Collected data entries:
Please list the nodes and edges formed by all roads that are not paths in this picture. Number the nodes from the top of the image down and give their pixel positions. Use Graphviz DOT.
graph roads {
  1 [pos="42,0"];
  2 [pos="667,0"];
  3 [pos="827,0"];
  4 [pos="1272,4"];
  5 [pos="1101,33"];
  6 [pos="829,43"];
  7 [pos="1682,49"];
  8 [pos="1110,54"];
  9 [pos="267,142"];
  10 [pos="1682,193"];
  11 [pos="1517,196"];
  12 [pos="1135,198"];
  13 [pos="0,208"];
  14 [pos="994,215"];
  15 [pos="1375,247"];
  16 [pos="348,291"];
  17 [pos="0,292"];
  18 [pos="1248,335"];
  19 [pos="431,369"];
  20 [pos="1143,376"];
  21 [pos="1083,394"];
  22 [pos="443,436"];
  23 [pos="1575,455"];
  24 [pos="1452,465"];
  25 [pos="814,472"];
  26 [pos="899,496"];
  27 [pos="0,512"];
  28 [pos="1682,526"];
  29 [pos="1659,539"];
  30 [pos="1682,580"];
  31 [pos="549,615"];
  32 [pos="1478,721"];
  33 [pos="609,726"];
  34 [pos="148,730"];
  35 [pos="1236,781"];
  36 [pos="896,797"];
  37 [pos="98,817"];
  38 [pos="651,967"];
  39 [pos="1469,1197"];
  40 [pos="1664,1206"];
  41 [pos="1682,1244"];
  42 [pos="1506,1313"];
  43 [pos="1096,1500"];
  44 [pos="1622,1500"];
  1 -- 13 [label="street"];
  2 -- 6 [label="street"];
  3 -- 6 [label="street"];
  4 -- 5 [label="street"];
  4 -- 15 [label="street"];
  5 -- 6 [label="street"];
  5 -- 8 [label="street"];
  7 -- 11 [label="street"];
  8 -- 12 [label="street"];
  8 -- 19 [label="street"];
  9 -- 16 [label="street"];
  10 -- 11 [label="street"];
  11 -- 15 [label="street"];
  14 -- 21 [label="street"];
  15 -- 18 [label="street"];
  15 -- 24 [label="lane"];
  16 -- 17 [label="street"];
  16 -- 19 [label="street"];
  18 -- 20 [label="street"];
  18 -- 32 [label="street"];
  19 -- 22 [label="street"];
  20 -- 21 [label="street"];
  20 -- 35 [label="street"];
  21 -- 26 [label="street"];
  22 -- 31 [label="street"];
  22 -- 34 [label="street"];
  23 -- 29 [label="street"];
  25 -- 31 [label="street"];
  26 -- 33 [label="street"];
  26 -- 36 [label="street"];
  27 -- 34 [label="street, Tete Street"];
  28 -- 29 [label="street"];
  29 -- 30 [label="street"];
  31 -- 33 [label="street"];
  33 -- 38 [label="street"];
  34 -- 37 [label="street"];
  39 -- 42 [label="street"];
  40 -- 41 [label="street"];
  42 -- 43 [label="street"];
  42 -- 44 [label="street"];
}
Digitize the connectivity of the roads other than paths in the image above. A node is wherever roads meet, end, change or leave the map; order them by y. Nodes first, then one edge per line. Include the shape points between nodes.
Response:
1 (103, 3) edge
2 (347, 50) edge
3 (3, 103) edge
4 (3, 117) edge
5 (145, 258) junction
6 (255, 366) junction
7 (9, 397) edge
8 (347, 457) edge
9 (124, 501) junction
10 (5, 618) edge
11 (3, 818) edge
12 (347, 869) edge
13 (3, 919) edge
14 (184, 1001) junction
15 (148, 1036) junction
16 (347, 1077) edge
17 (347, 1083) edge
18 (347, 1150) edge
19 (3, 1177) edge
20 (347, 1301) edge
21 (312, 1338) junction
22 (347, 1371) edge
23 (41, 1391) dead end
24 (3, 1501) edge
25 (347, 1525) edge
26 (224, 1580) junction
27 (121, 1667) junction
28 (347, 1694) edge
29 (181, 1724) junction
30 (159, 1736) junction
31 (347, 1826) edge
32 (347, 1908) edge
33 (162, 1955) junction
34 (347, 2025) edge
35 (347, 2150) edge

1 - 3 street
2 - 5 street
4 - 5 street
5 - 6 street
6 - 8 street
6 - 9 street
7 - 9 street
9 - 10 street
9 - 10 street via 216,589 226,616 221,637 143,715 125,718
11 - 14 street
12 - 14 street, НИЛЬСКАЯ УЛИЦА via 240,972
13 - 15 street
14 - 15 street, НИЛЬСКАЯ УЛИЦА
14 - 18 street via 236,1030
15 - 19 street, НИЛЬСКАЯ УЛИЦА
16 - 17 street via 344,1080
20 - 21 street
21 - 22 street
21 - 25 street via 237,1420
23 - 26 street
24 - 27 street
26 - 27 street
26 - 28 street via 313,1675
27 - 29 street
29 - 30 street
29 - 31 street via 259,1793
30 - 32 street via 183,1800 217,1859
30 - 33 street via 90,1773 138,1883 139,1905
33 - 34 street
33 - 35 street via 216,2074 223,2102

- What you need to do -
Retype each entry without altering a single word.

- Result below -
Please list the nodes and edges formed by all roads that are not paths in this picture. Number the nodes from the top of the image down and give their pixel positions. Use Graphviz DOT.
graph roads {
  1 [pos="42,0"];
  2 [pos="667,0"];
  3 [pos="827,0"];
  4 [pos="1272,4"];
  5 [pos="1101,33"];
  6 [pos="829,43"];
  7 [pos="1682,49"];
  8 [pos="1110,54"];
  9 [pos="267,142"];
  10 [pos="1682,193"];
  11 [pos="1517,196"];
  12 [pos="1135,198"];
  13 [pos="0,208"];
  14 [pos="994,215"];
  15 [pos="1375,247"];
  16 [pos="348,291"];
  17 [pos="0,292"];
  18 [pos="1248,335"];
  19 [pos="431,369"];
  20 [pos="1143,376"];
  21 [pos="1083,394"];
  22 [pos="443,436"];
  23 [pos="1575,455"];
  24 [pos="1452,465"];
  25 [pos="814,472"];
  26 [pos="899,496"];
  27 [pos="0,512"];
  28 [pos="1682,526"];
  29 [pos="1659,539"];
  30 [pos="1682,580"];
  31 [pos="549,615"];
  32 [pos="1478,721"];
  33 [pos="609,726"];
  34 [pos="148,730"];
  35 [pos="1236,781"];
  36 [pos="896,797"];
  37 [pos="98,817"];
  38 [pos="651,967"];
  39 [pos="1469,1197"];
  40 [pos="1664,1206"];
  41 [pos="1682,1244"];
  42 [pos="1506,1313"];
  43 [pos="1096,1500"];
  44 [pos="1622,1500"];
  1 -- 13 [label="street"];
  2 -- 6 [label="street"];
  3 -- 6 [label="street"];
  4 -- 5 [label="street"];
  4 -- 15 [label="street"];
  5 -- 6 [label="street"];
  5 -- 8 [label="street"];
  7 -- 11 [label="street"];
  8 -- 12 [label="street"];
  8 -- 19 [label="street"];
  9 -- 16 [label="street"];
  10 -- 11 [label="street"];
  11 -- 15 [label="street"];
  14 -- 21 [label="street"];
  15 -- 18 [label="street"];
  15 -- 24 [label="lane"];
  16 -- 17 [label="street"];
  16 -- 19 [label="street"];
  18 -- 20 [label="street"];
  18 -- 32 [label="street"];
  19 -- 22 [label="street"];
  20 -- 21 [label="street"];
  20 -- 35 [label="street"];
  21 -- 26 [label="street"];
  22 -- 31 [label="street"];
  22 -- 34 [label="street"];
  23 -- 29 [label="street"];
  25 -- 31 [label="street"];
  26 -- 33 [label="street"];
  26 -- 36 [label="street"];
  27 -- 34 [label="street, Tete Street"];
  28 -- 29 [label="street"];
  29 -- 30 [label="street"];
  31 -- 33 [label="street"];
  33 -- 38 [label="street"];
  34 -- 37 [label="street"];
  39 -- 42 [label="street"];
  40 -- 41 [label="street"];
  42 -- 43 [label="street"];
  42 -- 44 [label="street"];
}
Digitize the connectivity of the roads other than paths in the image above. A node is wherever roads meet, end, change or leave the map; order them by y. Nodes first, then one edge per line. Include the shape points between nodes.
Response:
1 (103, 3) edge
2 (347, 50) edge
3 (3, 103) edge
4 (3, 117) edge
5 (145, 258) junction
6 (255, 366) junction
7 (9, 397) edge
8 (347, 457) edge
9 (124, 501) junction
10 (5, 618) edge
11 (3, 818) edge
12 (347, 869) edge
13 (3, 919) edge
14 (184, 1001) junction
15 (148, 1036) junction
16 (347, 1077) edge
17 (347, 1083) edge
18 (347, 1150) edge
19 (3, 1177) edge
20 (347, 1301) edge
21 (312, 1338) junction
22 (347, 1371) edge
23 (41, 1391) dead end
24 (3, 1501) edge
25 (347, 1525) edge
26 (224, 1580) junction
27 (121, 1667) junction
28 (347, 1694) edge
29 (181, 1724) junction
30 (159, 1736) junction
31 (347, 1826) edge
32 (347, 1908) edge
33 (162, 1955) junction
34 (347, 2025) edge
35 (347, 2150) edge

1 - 3 street
2 - 5 street
4 - 5 street
5 - 6 street
6 - 8 street
6 - 9 street
7 - 9 street
9 - 10 street
9 - 10 street via 216,589 226,616 221,637 143,715 125,718
11 - 14 street
12 - 14 street, НИЛЬСКАЯ УЛИЦА via 240,972
13 - 15 street
14 - 15 street, НИЛЬСКАЯ УЛИЦА
14 - 18 street via 236,1030
15 - 19 street, НИЛЬСКАЯ УЛИЦА
16 - 17 street via 344,1080
20 - 21 street
21 - 22 street
21 - 25 street via 237,1420
23 - 26 street
24 - 27 street
26 - 27 street
26 - 28 street via 313,1675
27 - 29 street
29 - 30 street
29 - 31 street via 259,1793
30 - 32 street via 183,1800 217,1859
30 - 33 street via 90,1773 138,1883 139,1905
33 - 34 street
33 - 35 street via 216,2074 223,2102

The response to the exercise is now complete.